| Tenn. | Apr 15, 1839

Tuiíeey, J.

delivered the opinion of the court

The principal question presented for the consideration of this court in this case arises upon the motion in arrest of judgment, and is, whether the circuit court had jurisdiction of the cause?

That the court had jurisdiction of the subject matter in dispute is not denied; but it is contended that it had not jurisdiction of the person of the plaintiff in error, and that therefore the judgment is void, and must be arrested. The want of jurisdiction in a court of the subject matter in dispute cannot be cured by appearance, by plea, by consent, or in any other way whatever; but the judgment is and must remain to all intents and purposes absolutely null and void. But it is not so in the case of a want of jurisdiction of the person. This is a personal privilege, and if the party seeks to avail himself of it, he must do it, if he appear, by plea in abatement; for if he enters an appearance and suffers a judgment by default, or if he plead to the merits of the case and go to trial, he has waived his privilege, and shall not be permitted afterwards to assert it.

To apply these principles to the present case.
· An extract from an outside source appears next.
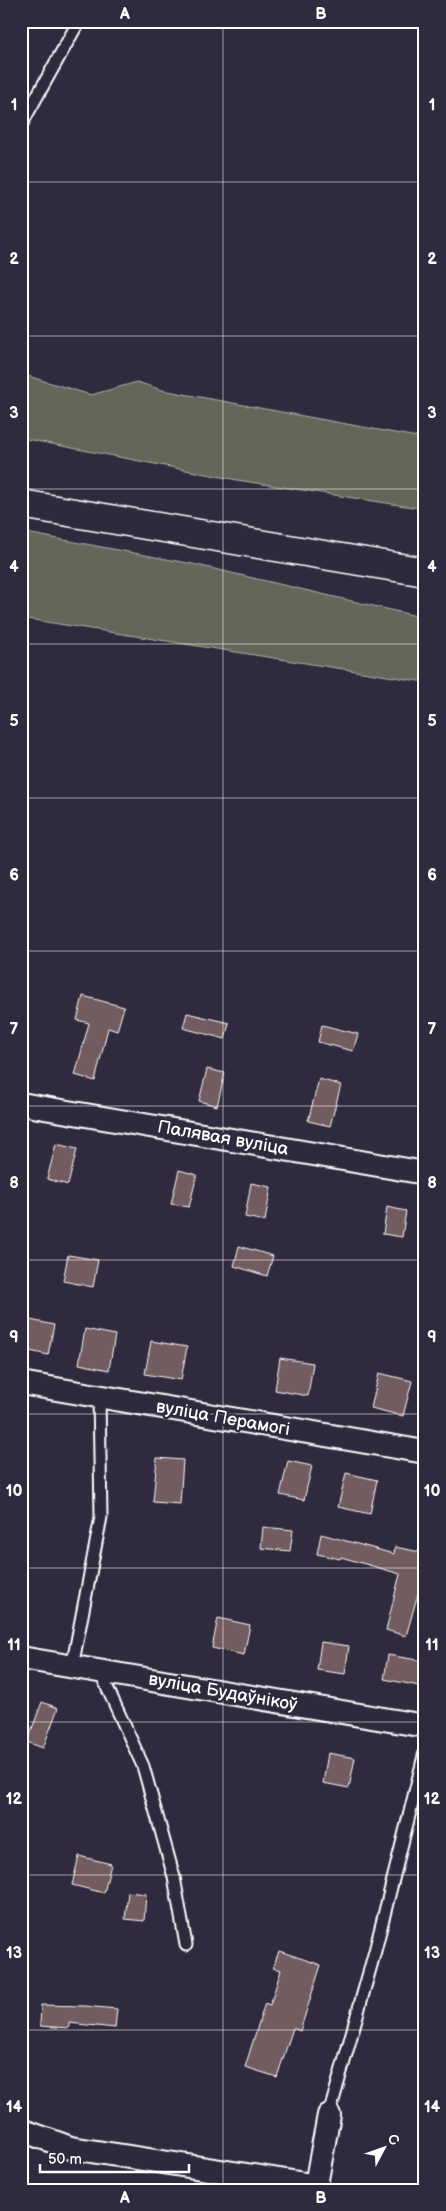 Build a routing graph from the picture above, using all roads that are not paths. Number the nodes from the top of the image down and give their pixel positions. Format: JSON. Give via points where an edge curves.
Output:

The warrant was returned before H. Harrison, Esq., and was by him *334and J. Randal, Esq., whom he had called to preside with him, transferred for final trial to the jurisdiction of A. S. Davidson, Esq. a justice of the peace for the same county. That there is no law warranting this mode of proceeding is unquestionably true. A. S. Davidson gave judgment for the defendant, from which the defendant appealed to the circuit court.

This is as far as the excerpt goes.